-- Your goal --
The lines you return should be those containing the string "Right", taken from the data below.

(Stored entries)
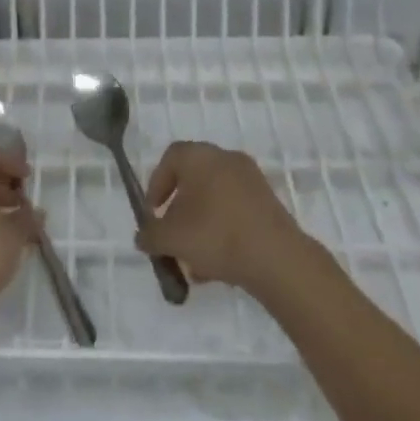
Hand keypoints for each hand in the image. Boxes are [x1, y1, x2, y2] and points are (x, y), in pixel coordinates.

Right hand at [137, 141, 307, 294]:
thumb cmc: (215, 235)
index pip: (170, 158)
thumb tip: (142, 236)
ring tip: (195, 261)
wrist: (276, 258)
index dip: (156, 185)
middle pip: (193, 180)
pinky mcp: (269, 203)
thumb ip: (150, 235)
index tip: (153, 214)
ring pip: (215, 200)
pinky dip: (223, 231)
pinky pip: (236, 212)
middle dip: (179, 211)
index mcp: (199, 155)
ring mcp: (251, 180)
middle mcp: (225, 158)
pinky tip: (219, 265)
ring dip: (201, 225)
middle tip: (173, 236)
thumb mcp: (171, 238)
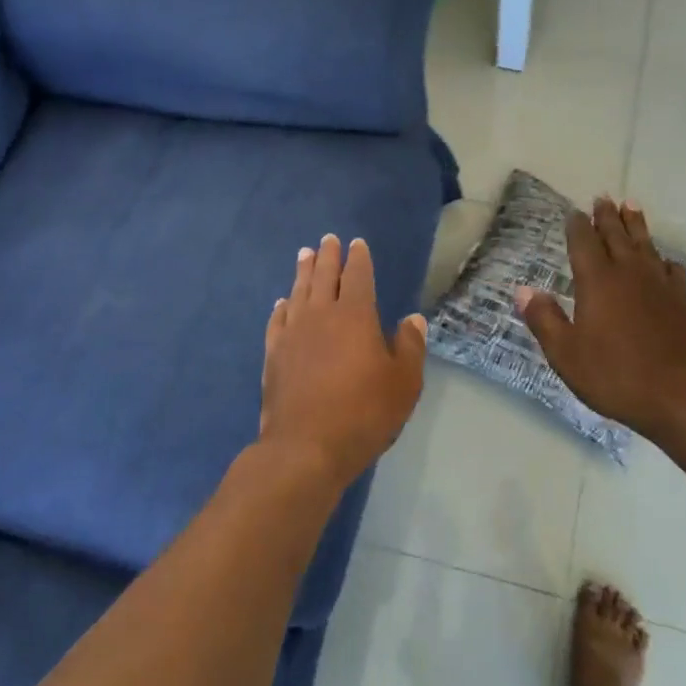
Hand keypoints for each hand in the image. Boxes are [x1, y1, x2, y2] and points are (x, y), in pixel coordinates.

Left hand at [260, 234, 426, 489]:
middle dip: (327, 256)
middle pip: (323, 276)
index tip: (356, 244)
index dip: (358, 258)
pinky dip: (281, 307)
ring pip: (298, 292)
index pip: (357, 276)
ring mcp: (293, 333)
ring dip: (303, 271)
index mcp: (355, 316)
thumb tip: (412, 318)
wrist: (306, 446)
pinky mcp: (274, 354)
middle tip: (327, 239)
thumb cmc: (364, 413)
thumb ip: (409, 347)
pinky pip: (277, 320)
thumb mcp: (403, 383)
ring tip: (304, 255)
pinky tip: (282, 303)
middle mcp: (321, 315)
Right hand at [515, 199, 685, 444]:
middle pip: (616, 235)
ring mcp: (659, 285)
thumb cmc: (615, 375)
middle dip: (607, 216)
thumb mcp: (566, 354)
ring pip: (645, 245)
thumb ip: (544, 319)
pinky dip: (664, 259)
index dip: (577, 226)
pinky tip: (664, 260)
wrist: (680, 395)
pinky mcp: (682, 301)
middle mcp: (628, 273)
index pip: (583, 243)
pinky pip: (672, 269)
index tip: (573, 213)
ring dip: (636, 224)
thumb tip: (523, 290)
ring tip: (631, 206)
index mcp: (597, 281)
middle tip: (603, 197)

==

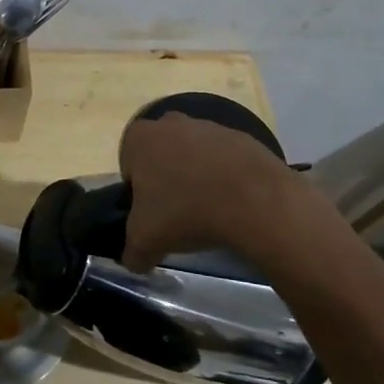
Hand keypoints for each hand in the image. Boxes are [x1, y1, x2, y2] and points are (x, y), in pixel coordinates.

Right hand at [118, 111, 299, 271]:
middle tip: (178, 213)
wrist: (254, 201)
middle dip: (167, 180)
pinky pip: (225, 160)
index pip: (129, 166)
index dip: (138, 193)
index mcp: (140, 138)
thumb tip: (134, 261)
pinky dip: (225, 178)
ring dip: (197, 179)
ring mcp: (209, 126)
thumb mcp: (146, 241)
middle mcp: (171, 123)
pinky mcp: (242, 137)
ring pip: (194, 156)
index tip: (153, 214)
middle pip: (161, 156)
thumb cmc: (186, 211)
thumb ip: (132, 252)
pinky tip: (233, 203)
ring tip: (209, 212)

-- Expected answer --
Right hand at [137, 141, 307, 294]:
Right hand at [515, 199, 685, 444]:
Right hand at [118, 111, 299, 271]:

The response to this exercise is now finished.